Kevin: "Lifesigns" is definitely a highlight. We get an interesting look at the psychology of the Phage and we get some good character growth for the Doctor. Normally, I find doctor/patient romances to be deeply annoying, but this one was handled with a sufficiently deft hand that it appeared genuine and sweet.
Matthew: Well, the list has to start and end with "Threshold" and "The Thaw," doesn't it? Both are blessed with potentially interesting sci-fi stories. Threshold even has an excellent character story for Tom. But both episodes go off the rails with completely inexplicable plot developments. "Threshold" has the awful "evolution" story, while "The Thaw" has a computer program killing the only people he could possibly want to survive. "Threshold" threatened to break the show with its solution. "The Thaw" had crusty jugglers. It's a real tossup for worst of the season (if not series).
"Twisted" was pointless and stupid. It marries your basic "the only way out is through" plot (See "Time Squared") with annoying gibberish talk (see "Babel.") Not a recipe for a good show. The fact that nothing actually happens by the end? The icing on the dum-dum cake.
Kevin: Yeah, I can't really think of anything more to add about those episodes that we didn't say in our reviews. As for my lowlights, I found "Initiations" to be boring and an undercooked attempt at giving the Kazon some depth. "Innocence" was another one that was trying for some bigger story, and even had a solid core with Russ' acting ability on display, but still lands on such an absurd twist as to make the episode really boring overall.

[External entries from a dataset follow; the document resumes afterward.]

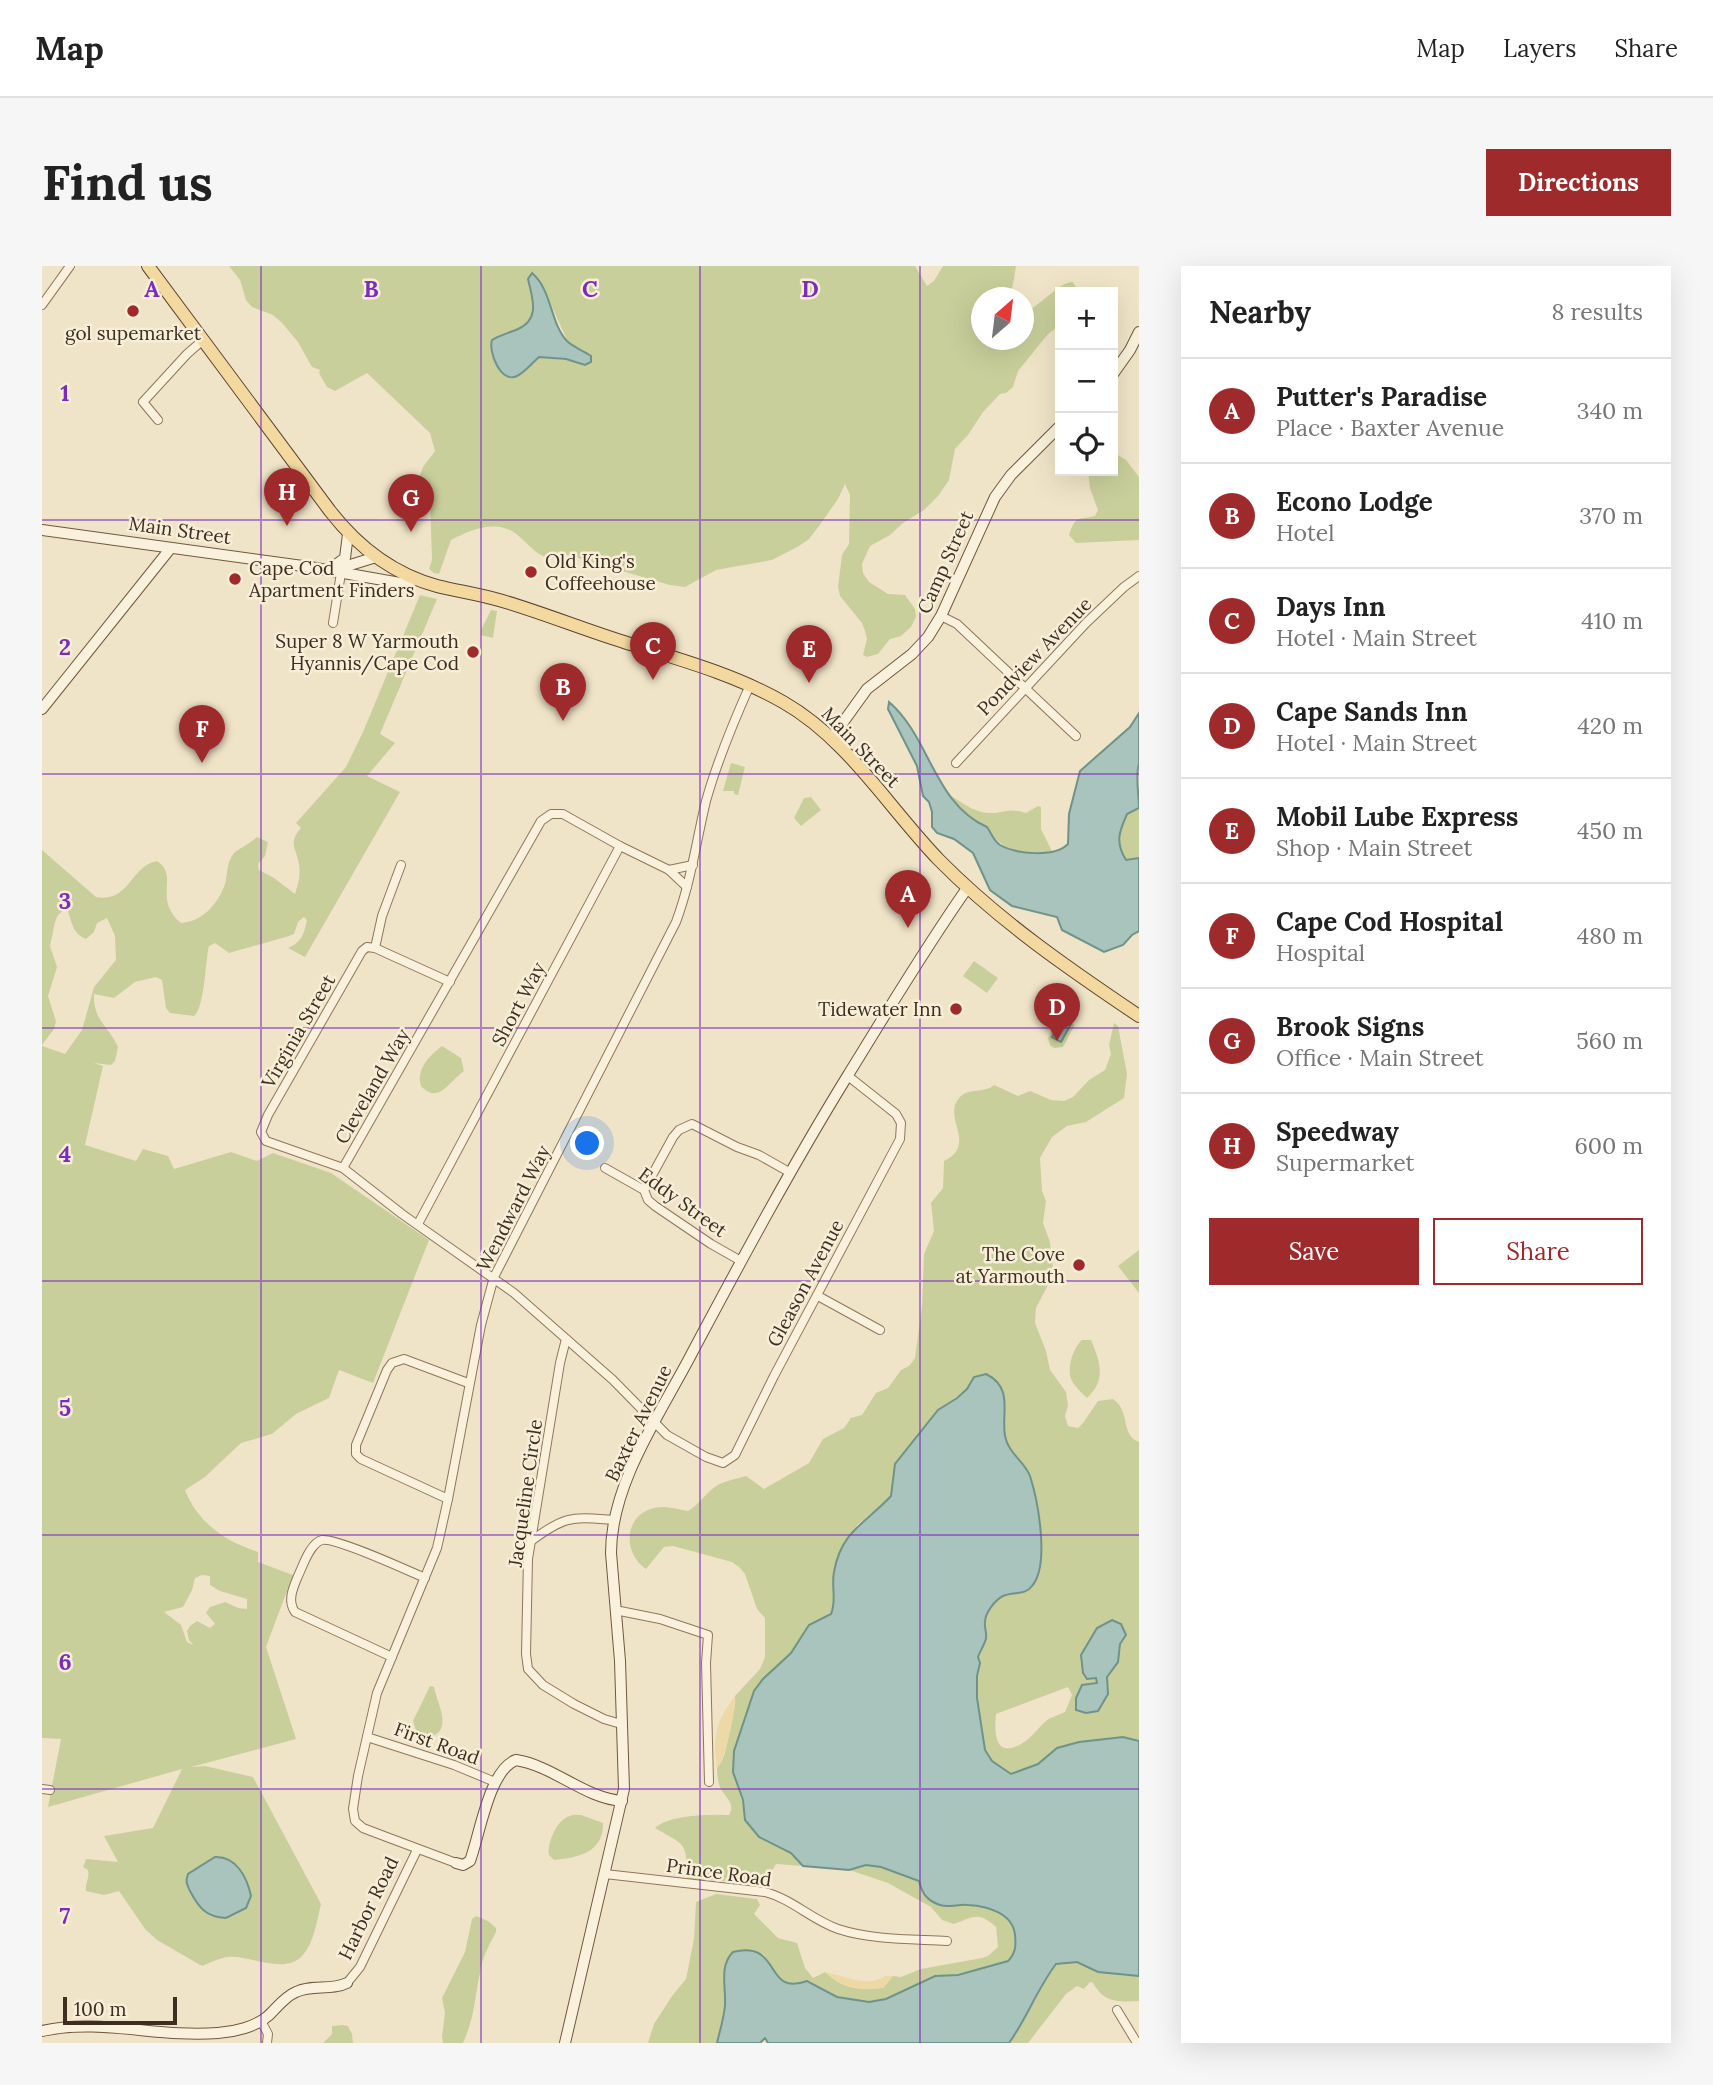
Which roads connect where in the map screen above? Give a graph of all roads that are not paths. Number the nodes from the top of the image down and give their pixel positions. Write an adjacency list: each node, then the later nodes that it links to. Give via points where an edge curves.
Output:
1 (70, 266): 3 (street)
2 (148, 266): 5 (main road)
3 (42, 305)
4 (1139, 332): 6 (street)
5 (203, 340): 7 (street, via 143,402); 10 (main road)
6 (1118, 368)
7 (158, 420)
8 (1055, 431): 16 (street, Camp Street, via 995,497)
9 (42, 530): 11 (street, Main Street)
10 (348, 534): 12 (main road); 13 (street, via 345,558)
11 (170, 549): 13 (street, Main Street); 20 (street)
12 (376, 557): 13 (street, Main Street); 15 (main road, Main Street)
13 (338, 569): 15 (street, Main Street, via 400,583); 17 (street)
14 (1139, 576): 19 (street, Pondview Avenue, via 1086,623)
15 (417, 579): 18 (main road, Main Street, via 499,600)
16 (941, 616): 19 (street, via 957,624); 22 (street, Camp Street, via 912,654 859,696)
17 (334, 622)
18 (750, 685): 22 (main road, Main Street, via 793,708); 26 (street, Wendward Way, via 716,768)
19 (1026, 688): 21 (street); 23 (street, Pondview Avenue)
20 (42, 709)
21 (1076, 736)
22 (831, 739): 29 (main road, Main Street)
23 (956, 763)
24 (620, 846): 27 (street); 31 (street, Cleveland Way, via 562,814 547,816); 38 (street, Short Way)
25 (401, 865): 30 (street)
26 (693, 865): 27 (street); 28 (street, Wendward Way)
27 (669, 870): 28 (street)
28 (687, 887): 40 (street, Wendward Way, via 676,922)
29 (968, 887): 32 (main road, Main Street, via 1000,916); 33 (street, Baxter Avenue)
30 (375, 948): 31 (street); 34 (street, Virginia Street, via 362,951 261,1132 266,1141)
31 (450, 982): 34 (street, Cleveland Way)
32 (1139, 1016)
33 (848, 1076): 36 (street, Baxter Avenue); 41 (street, Gleason Avenue, via 896,1114 900,1139)
34 (343, 1168): 38 (street, Cleveland Way)
35 (605, 1168): 37 (street, Eddy Street)
36 (789, 1172): 37 (street, via 692,1124 679,1130); 39 (street, Baxter Avenue)
37 (644, 1190): 39 (street, Eddy Street, via 655,1206)
38 (418, 1224): 40 (street, Cleveland Way)
39 (741, 1261): 45 (street, Baxter Avenue)
40 (494, 1277): 43 (street, Cleveland Way); 44 (street, Wendward Way)
41 (818, 1296): 42 (street); 46 (street, Gleason Avenue)
42 (880, 1330)
43 (566, 1339): 45 (street, Cleveland Way); 49 (street, Jacqueline Circle)
44 (468, 1383): 47 (street, Wendward Way); 47 (street, via 404,1359 392,1363 356,1445 361,1459)
45 (655, 1422): 46 (street, Cleveland Way, via 667,1435 716,1462); 48 (street, Baxter Avenue)
46 (734, 1455)
47 (448, 1499): 50 (street, Wendward Way)
48 (614, 1520): 49 (street, via 574,1517 555,1523); 51 (street, Baxter Avenue)
49 (531, 1541): 53 (street, Jacqueline Circle, via 528,1669 543,1685 574,1704)
50 (425, 1578): 52 (street, Wendward Way); 52 (street, via 334,1540 323,1540 314,1545 293,1587 295,1612)
51 (615, 1610): 53 (street, Baxter Avenue); 56 (street, via 708,1635)
52 (392, 1657): 54 (street, Wendward Way)
53 (621, 1724): 57 (street, Baxter Avenue)
54 (367, 1737): 55 (street, First Road); 58 (street, Wendward Way, via 353,1809 355,1821)
55 (495, 1782): 57 (street, via 502,1768 516,1760 608,1800); 59 (street, via 470,1861)
56 (709, 1782)
57 (622, 1801): 60 (street, Baxter Avenue)
58 (417, 1850): 59 (street); 62 (street, Harbor Road, via 360,1967)
59 (456, 1863)
60 (605, 1874): 61 (street, Prince Road, via 765,1892 836,1928); 68 (street, Baxter Avenue)
61 (947, 1941)
62 (347, 1983): 64 (street, Harbor Road, via 298,1991)
63 (1117, 2010): 69 (street)
64 (261, 2021): 66 (street, via 230,2032); 67 (street)
65 (42, 2031): 66 (street, via 83,2026)
66 (183, 2038)
67 (267, 2043)
68 (565, 2043)
69 (1137, 2043)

Kevin: So, this season beats Seasons 1 and 3 of DS9 of our reviews so far, but that's it. This was less good than TAS, numerically speaking. If the season were two episodes shorter and the two episodes cast into the fire were Thaw and Threshold, the average jumps to a 6.04. That would put it ahead of TAS and Season 1 of TNG, but still a .1 behind TNG Season 2. So without the stinkers, this still becomes a merely average season. Mind you, here at Treknobabble, "average" is not a codeword for "bad." I think the quality of the season overall can best be summed up by the right side of that last chart. With almost twice as many swings at the bat, they still produced the same number of episodes with an 8 or higher.
Matthew: I'd just like to point out that, yet again, Kevin's average rating for a season of Voyager is equal to or greater than mine.

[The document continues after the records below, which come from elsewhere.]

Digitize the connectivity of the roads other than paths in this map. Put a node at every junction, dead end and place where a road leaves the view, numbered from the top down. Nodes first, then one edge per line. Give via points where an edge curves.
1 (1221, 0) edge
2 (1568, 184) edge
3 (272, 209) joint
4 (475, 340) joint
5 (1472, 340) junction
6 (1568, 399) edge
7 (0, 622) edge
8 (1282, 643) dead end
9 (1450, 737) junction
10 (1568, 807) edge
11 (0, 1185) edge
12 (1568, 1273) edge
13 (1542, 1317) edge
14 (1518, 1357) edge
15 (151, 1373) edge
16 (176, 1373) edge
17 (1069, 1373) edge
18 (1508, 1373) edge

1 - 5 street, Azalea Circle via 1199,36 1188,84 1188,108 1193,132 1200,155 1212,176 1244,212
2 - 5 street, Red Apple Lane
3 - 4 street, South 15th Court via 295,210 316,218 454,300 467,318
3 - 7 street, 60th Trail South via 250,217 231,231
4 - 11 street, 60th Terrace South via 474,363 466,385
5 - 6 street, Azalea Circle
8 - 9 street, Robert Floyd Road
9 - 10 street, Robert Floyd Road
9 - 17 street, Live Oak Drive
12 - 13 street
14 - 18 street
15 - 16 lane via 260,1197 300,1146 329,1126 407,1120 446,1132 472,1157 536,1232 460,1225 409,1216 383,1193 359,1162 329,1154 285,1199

Matthew: Season 2 has what will likely be the worst two episodes of the series when all things are said and done. That's not going to do much good for a season's overall numbers (for the record, the overall season average would be 6.04 without them). But beyond those two stinkers, this season feels a bit bipolar, if you will. Season 1 did a better job of really exploring the premise, probably in great part because it had to establish various character relationships (e.g. B'Elanna as chief engineer). Some of the best Season 2 shows really embrace the concept of the show, while others feel like pointless retreads of ground already covered by Trek. By the time things on Voyager really take shape, I do think we're going to see the former trend triumph over the latter, in addition to the creation of a new character that deflects attention from various unexplored story avenues. But that doesn't mean it's going to be fun to watch the growing pains.
Kevin: This season is not "bad" overall. There are enough good and very good episodes to maintain one's interest, if not necessarily set you on fire. I was certainly not going to stop watching Voyager. I mean, I came back after weak seasons of DS9, and as the numbers show, this is not as bad. In the balance, even in weak episode like Prototype or Dreadnought, the characterization and acting by Roxann Dawson makes them at least an enjoyable watch for me, and I will definitely be back for season 3.